WORK REQUIRED: Return the line containing "thumb cmc: (453, 278)" and all lines after it exactly; stop at the end of the material.

--- DATA TO PROCESS ---

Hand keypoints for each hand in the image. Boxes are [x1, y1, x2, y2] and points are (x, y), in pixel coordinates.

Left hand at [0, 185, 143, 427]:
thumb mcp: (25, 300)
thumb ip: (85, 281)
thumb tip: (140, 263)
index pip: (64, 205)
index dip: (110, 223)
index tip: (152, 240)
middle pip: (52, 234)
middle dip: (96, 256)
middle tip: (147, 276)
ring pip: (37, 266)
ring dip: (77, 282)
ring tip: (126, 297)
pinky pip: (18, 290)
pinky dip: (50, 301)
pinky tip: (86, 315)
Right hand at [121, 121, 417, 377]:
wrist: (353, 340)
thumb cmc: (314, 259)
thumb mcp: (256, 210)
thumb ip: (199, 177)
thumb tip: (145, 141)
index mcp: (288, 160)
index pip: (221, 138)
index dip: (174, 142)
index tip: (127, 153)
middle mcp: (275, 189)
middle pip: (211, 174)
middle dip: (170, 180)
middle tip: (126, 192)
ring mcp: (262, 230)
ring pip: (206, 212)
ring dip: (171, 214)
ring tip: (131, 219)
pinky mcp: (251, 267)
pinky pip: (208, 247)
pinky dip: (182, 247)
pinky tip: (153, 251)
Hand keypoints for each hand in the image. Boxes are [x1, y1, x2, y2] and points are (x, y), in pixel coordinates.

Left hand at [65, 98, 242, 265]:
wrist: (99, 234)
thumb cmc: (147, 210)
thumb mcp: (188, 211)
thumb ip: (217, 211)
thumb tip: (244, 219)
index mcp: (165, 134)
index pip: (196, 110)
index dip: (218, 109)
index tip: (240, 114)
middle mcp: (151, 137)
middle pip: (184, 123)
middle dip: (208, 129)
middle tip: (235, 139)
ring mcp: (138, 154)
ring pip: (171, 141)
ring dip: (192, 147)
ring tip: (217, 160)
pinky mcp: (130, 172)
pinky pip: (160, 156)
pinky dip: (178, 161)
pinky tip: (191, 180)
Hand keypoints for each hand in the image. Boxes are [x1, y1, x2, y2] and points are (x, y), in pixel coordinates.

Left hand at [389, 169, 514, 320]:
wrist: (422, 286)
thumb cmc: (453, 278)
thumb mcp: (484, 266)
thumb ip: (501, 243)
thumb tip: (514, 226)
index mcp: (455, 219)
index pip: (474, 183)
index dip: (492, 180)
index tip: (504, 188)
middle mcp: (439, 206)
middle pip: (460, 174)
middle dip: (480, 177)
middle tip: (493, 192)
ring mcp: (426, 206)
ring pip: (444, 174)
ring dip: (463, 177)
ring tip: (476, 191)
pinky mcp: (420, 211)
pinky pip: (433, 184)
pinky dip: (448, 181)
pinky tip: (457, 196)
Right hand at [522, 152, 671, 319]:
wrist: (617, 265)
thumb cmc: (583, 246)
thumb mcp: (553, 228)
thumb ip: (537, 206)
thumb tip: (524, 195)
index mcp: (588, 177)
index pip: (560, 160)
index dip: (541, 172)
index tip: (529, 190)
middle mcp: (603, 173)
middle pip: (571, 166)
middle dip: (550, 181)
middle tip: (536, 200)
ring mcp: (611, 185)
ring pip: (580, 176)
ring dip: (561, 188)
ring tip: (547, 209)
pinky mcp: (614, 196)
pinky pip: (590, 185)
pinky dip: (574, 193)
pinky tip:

---

WRITTEN REPLY:
thumb cmc: (453, 278)
thumb mcp: (484, 266)
thumb ip: (501, 243)
thumb tip: (514, 226)
index mcp: (455, 219)
index pip: (474, 183)
index dip: (492, 180)
index tip: (504, 188)
middle mcp: (439, 206)
middle pip: (460, 174)
middle dip: (480, 177)
middle tip: (493, 192)
ring mcp: (426, 206)
ring pip: (444, 174)
ring dip: (463, 177)
ring tip: (476, 191)
pinky mcp: (420, 211)
pinky pip: (433, 184)
pinky dip: (448, 181)
pinky tip: (457, 196)
Right hand at [522, 152, 671, 319]:
wrist: (617, 265)
thumb cmc: (583, 246)
thumb mcp: (553, 228)
thumb ip: (537, 206)
thumb tip: (524, 195)
index mcp: (588, 177)
index pip: (560, 160)
index dip: (541, 172)
index tip: (529, 190)
middle mcp: (603, 173)
middle pip: (571, 166)
middle dip: (550, 181)
middle tip: (536, 200)
ring mcp: (611, 185)
ring pip: (580, 176)
ring dip: (561, 188)
ring tip: (547, 209)
pinky mcp: (614, 196)
pinky pip: (590, 185)
pinky dip: (574, 193)
pinky tip:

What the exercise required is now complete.